#### [EXERCISE DETAILS]
Without including the pictures, copy each line below exactly as it reads.

#### [DATA EXCERPTS]
•••••

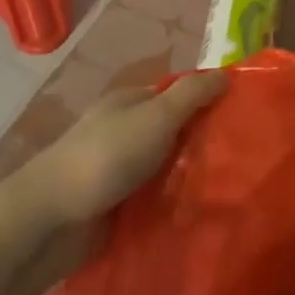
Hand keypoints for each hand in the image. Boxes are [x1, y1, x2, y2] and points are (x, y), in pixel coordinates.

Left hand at [25, 70, 226, 224]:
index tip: (242, 116)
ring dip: (190, 178)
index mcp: (130, 103)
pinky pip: (155, 201)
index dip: (207, 101)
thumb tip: (226, 74)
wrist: (52, 220)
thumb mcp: (156, 116)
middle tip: (243, 158)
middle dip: (202, 143)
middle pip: (173, 132)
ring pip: (166, 169)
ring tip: (231, 189)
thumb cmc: (107, 156)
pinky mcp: (117, 207)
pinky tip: (201, 214)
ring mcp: (119, 171)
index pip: (177, 95)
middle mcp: (124, 131)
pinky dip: (173, 205)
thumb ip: (192, 95)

•••••

#### [TASK RESULT]
Hand keypoints for each hand in the image. Boxes are [x1, y1, x2, y2] and points are (x, y), in pixel coordinates.

Left hand at [25, 70, 226, 224]:
index tip: (242, 116)
ring dip: (190, 178)
index mcp: (130, 103)
pinky pip: (155, 201)
index dip: (207, 101)
thumb tip: (226, 74)
wrist: (52, 220)
thumb mcp: (156, 116)
middle tip: (243, 158)
middle dip: (202, 143)
middle pip: (173, 132)
ring pip: (166, 169)
ring tip: (231, 189)
thumb cmc: (107, 156)
pinky mcp: (117, 207)
pinky tip: (201, 214)
ring mcp: (119, 171)
index pip: (177, 95)
middle mcp: (124, 131)
pinky dip: (173, 205)
thumb ip: (192, 95)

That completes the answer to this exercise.